Et de toute façon, « les conditions d’internement, aussi +bonnes+ soient-elles, ne peuvent que retentir négativement sur le psychisme et, par là, altérer les facultés naturelles de défense aux micro-organismes et de lutte contre la maladie », souligne-t-il.

« Le coronavirus pourrait donner une toute autre dimension à la crise du Xinjiang », a abondé dans un tweet, après la confirmation du premier cas de coronavirus au Xinjiang, le sinologue Adrian Zenz, auteur d’études ayant jeté la lumière sur les camps de détention.
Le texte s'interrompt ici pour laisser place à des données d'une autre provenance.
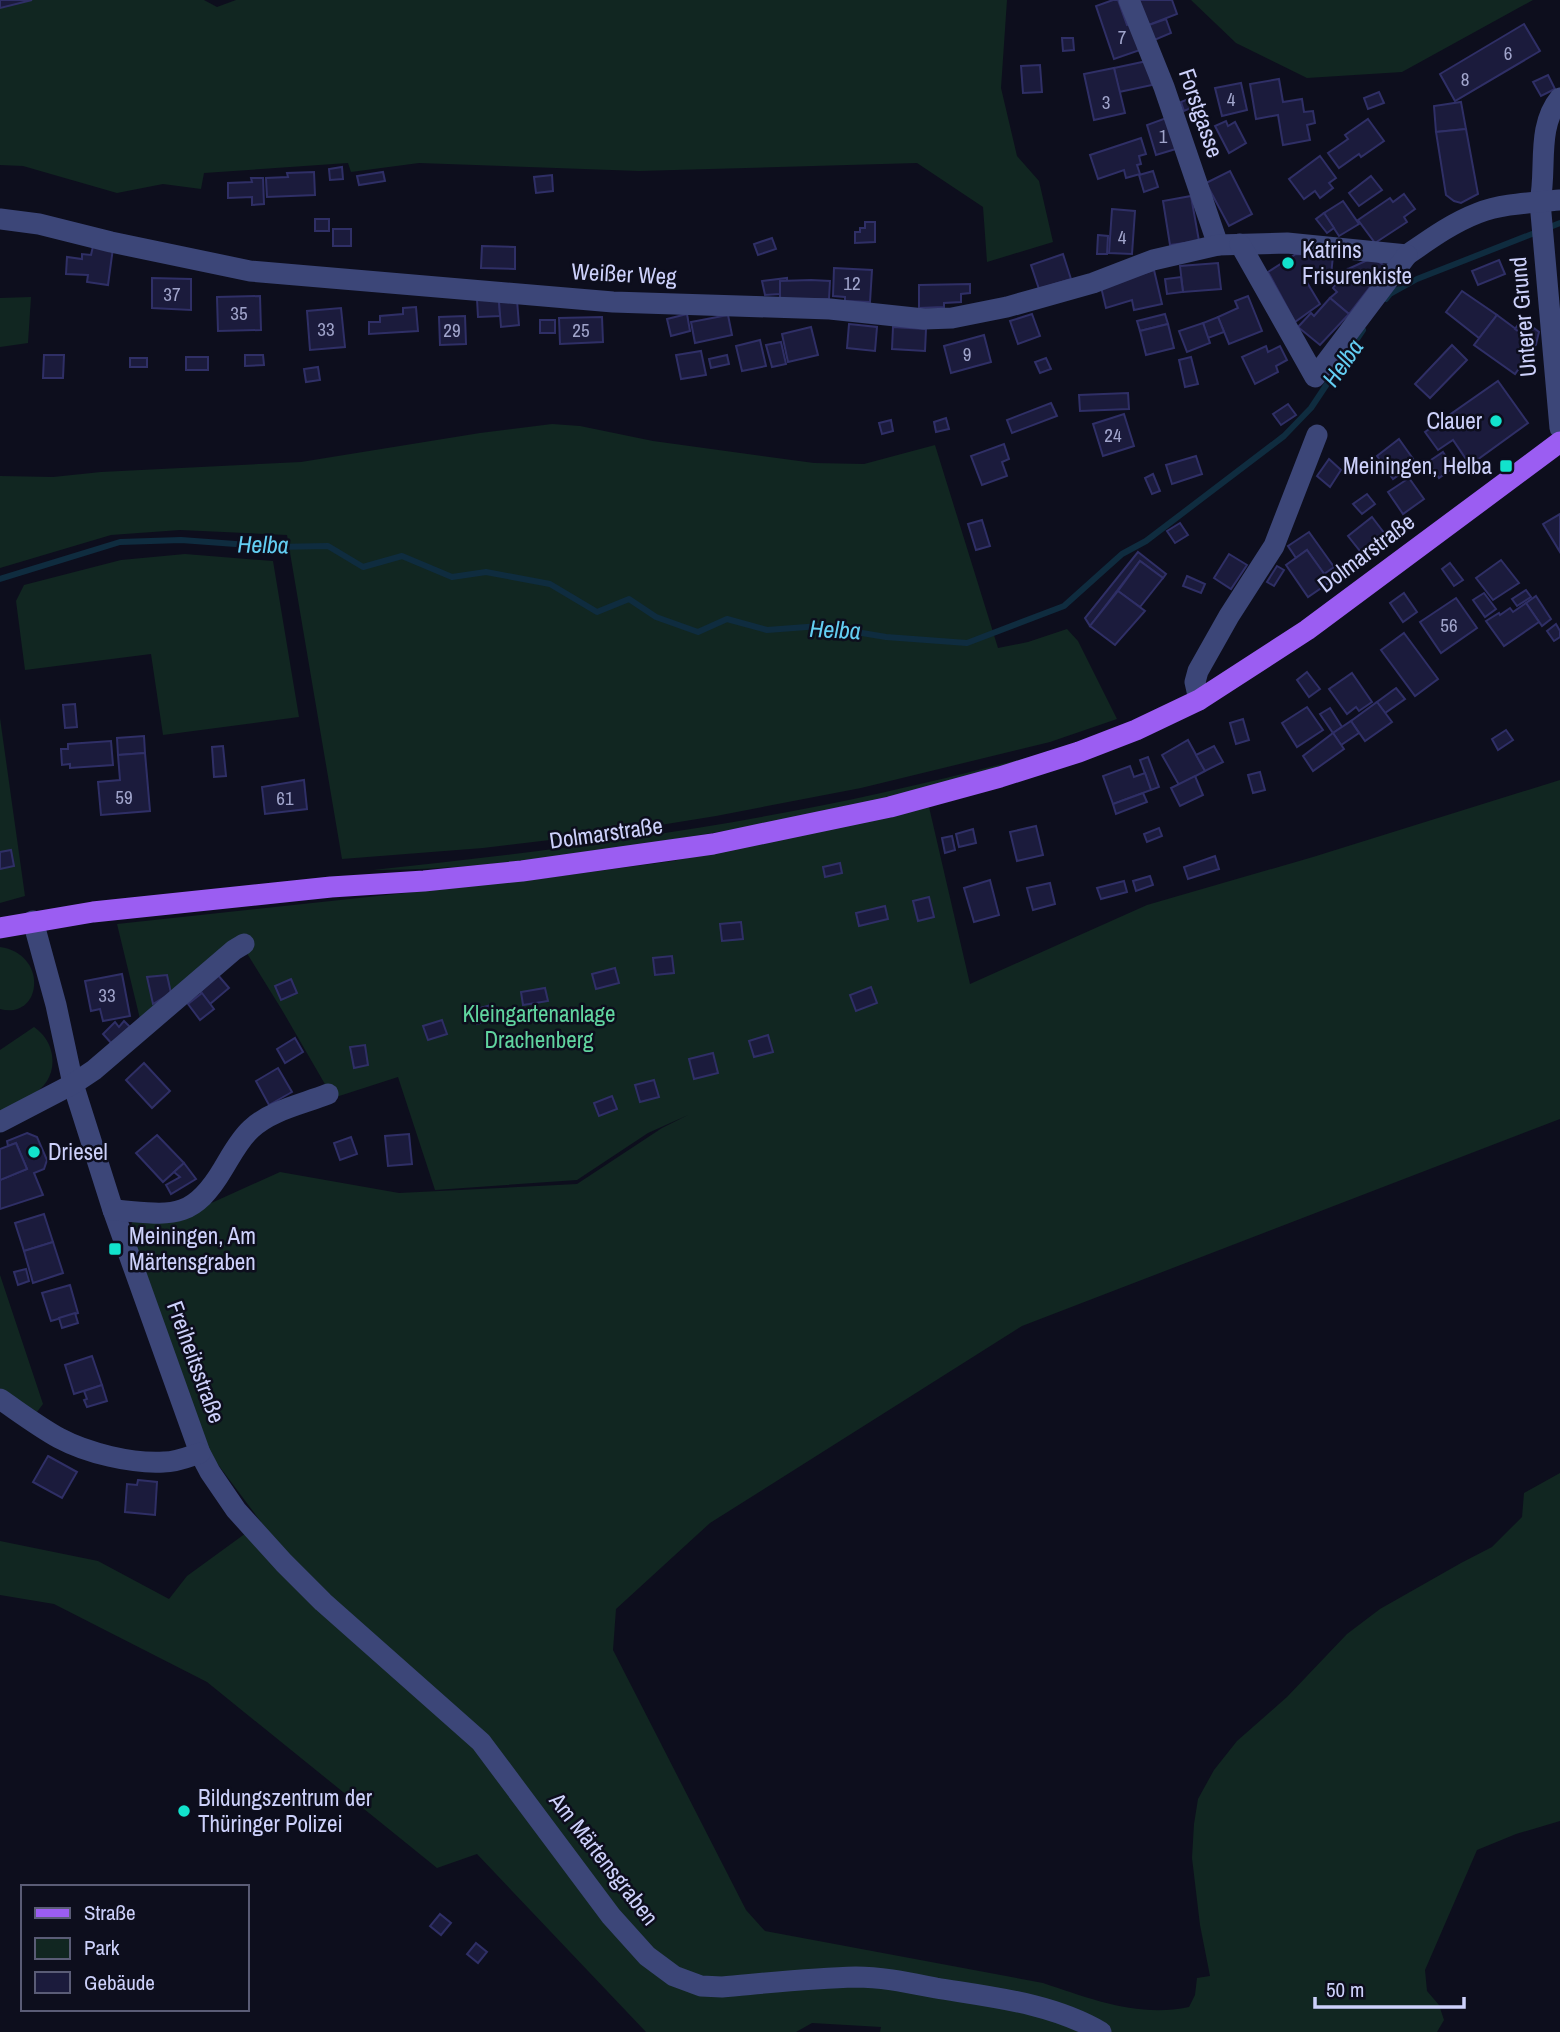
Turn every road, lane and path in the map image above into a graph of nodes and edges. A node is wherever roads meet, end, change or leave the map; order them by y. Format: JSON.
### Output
{"nodes":[{"id":1,"x":1129,"y":0,"type":"edge"},
{"id":2,"x":1560,"y":98,"type":"edge"},
{"id":3,"x":1547,"y":206,"type":"edge"},
{"id":4,"x":0,"y":219,"type":"edge"},
{"id":5,"x":1229,"y":245,"type":"junction"},
{"id":6,"x":1407,"y":255,"type":"junction"},
{"id":7,"x":1560,"y":428,"type":"edge"},
{"id":8,"x":1317,"y":435,"type":"dead end"},
{"id":9,"x":1560,"y":442,"type":"edge"},
{"id":10,"x":1199,"y":700,"type":"junction"},
{"id":11,"x":33,"y":921,"type":"junction"},
{"id":12,"x":0,"y":928,"type":"edge"},
{"id":13,"x":244,"y":944,"type":"dead end"},
{"id":14,"x":73,"y":1084,"type":"junction"},
{"id":15,"x":328,"y":1094,"type":"dead end"},
{"id":16,"x":0,"y":1122,"type":"edge"},
{"id":17,"x":113,"y":1210,"type":"junction"},
{"id":18,"x":0,"y":1399,"type":"edge"},
{"id":19,"x":200,"y":1453,"type":"junction"},
{"id":20,"x":1101,"y":2032,"type":"edge"}],
"edges":[{"from":1,"to":5,"type":"street","name":"Forstgasse"},
{"from":2,"to":3,"type":"street","name":"Unterer Grund"},
{"from":3,"to":6,"type":"street"},
{"from":3,"to":7,"type":"street","name":"Unterer Grund"},
{"from":4,"to":5,"type":"street","name":"Weißer Weg"},
{"from":5,"to":6,"type":"street","name":"Weißer Weg"},
{"from":5,"to":6,"type":"street","name":"Forstgasse"},
{"from":8,"to":10,"type":"street"},
{"from":9,"to":10,"type":"main road","name":"Dolmarstraße"},
{"from":10,"to":11,"type":"main road","name":"Dolmarstraße"},
{"from":11,"to":12,"type":"main road","name":"Dolmarstraße"},
{"from":11,"to":14,"type":"street"},
{"from":13,"to":14,"type":"street"},
{"from":14,"to":16,"type":"street"},
{"from":14,"to":17,"type":"street","name":"Freiheitsstraße"},
{"from":15,"to":17,"type":"street"},
{"from":17,"to":19,"type":"street","name":"Freiheitsstraße"},
{"from":18,"to":19,"type":"street"},
{"from":19,"to":20,"type":"street","name":"Am Märtensgraben"}]}
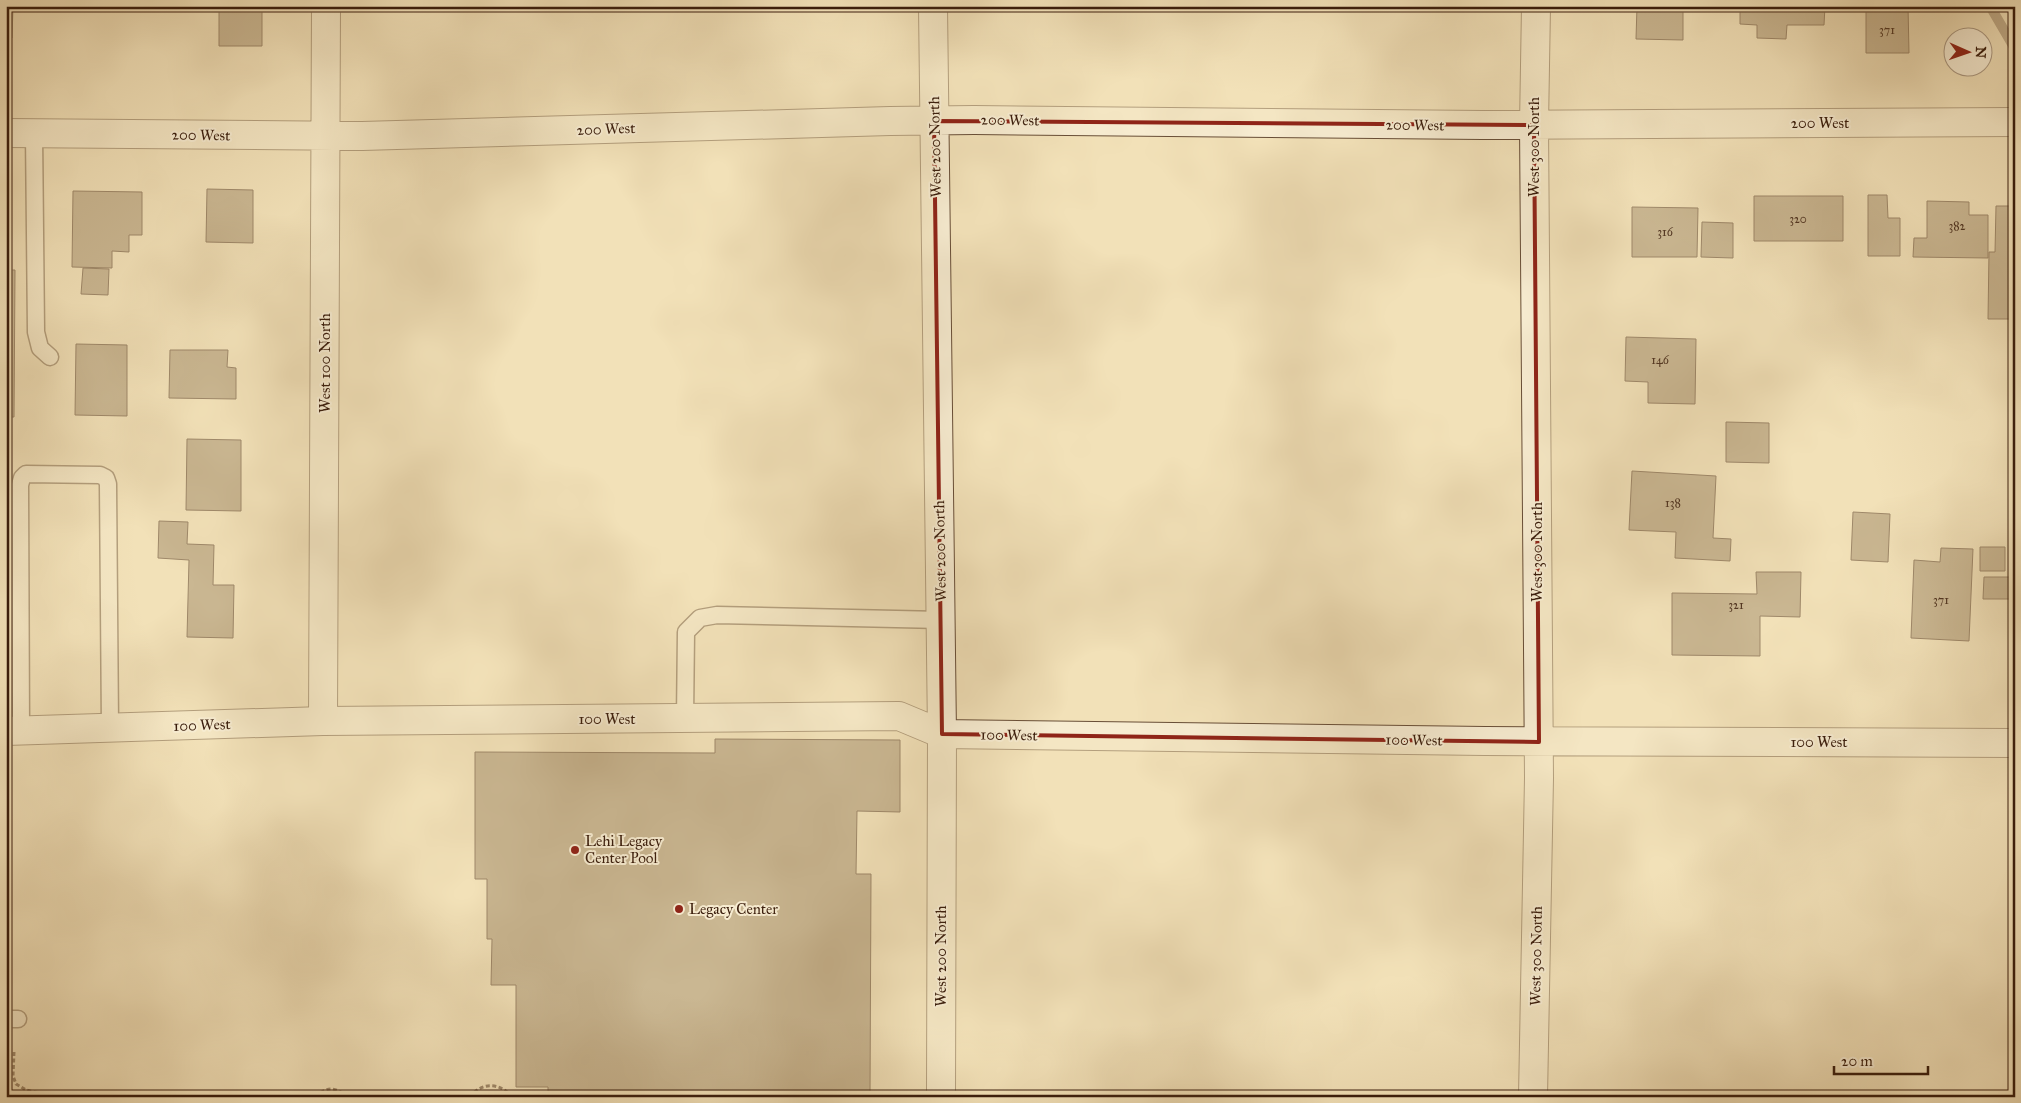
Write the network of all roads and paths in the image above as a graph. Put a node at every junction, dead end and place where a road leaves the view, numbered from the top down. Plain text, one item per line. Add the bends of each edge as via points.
1 (326, 6) edge
2 (933, 6) edge
3 (1536, 6) edge
4 (934, 120) junction
5 (2015, 122) edge
6 (1534, 125) junction
7 (6, 133) edge
8 (34, 133) junction
9 (326, 136) junction
10 (50, 357) dead end
11 (941, 620) junction
12 (684, 718) junction
13 (323, 721) junction
14 (110, 727) junction
15 (14, 730) edge
16 (942, 734) junction
17 (1539, 742) junction
18 (2015, 743) edge
19 (14, 1052) dead end
20 (59, 1097) edge
21 (316, 1097) edge
22 (347, 1097) edge
23 (470, 1097) edge
24 (512, 1097) edge
25 (941, 1097) edge
26 (1534, 1097) edge

1 - 9 street, West 100 North
2 - 4 street, West 200 North
3 - 6 street, West 300 North
4 - 6 street, 200 West
4 - 9 street, 200 West
4 - 11 street, West 200 North
5 - 6 street, 200 West
6 - 17 street, West 300 North
7 - 8 street, 200 West
8 - 9 street, 200 West
8 - 10 lane via 36,332 40,348
9 - 13 street, West 100 North
11 - 12 lane via 717,615 700,618 686,632
11 - 16 street, West 200 North
12 - 13 street, 100 West
12 - 16 street, 100 West via 899,716
13 - 14 street, 100 West
14 - 15 street, 100 West
14 - 15 lane via 108,484 100,475 26,474 20,485
16 - 17 street, 100 West
16 - 25 street, West 200 North
17 - 18 street, 100 West
17 - 26 street, West 300 North
19 - 20 path via 16,1084 26,1090
21 - 22 path via 331,1089
23 - 24 path via 477,1089 492,1085 507,1091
Un de ses pairs, James Millward, également connu pour ses prises de position en défense des Ouïghours, lui a répondu: « Se prémunir contre les épidémies étaient l’une des cinq conditions requises dans le manuel de Zhu Hailun (ancien chef local du parti communiste) pour la mise en place des camps. Mais l’exiguïté, le manque d’hygiène, le froid, les systèmes immunitaires déprimés – tout cela pourrait être un énorme désastre », estime-t-il, pressant la Chine d’ouvrir les portes des « camps et baraques de travail forcé ».

Selon l’agence officielle Chine Nouvelle, au total 55 patients contaminés par le nCov-2019 avaient été recensés dans la région autonome lundi soir, sans aucun décès à déplorer.

Chine Nouvelle précise qu’un premier groupe de trois patients guéris, tous résidant au Xinjiang, a pu quitter l’hôpital mardi.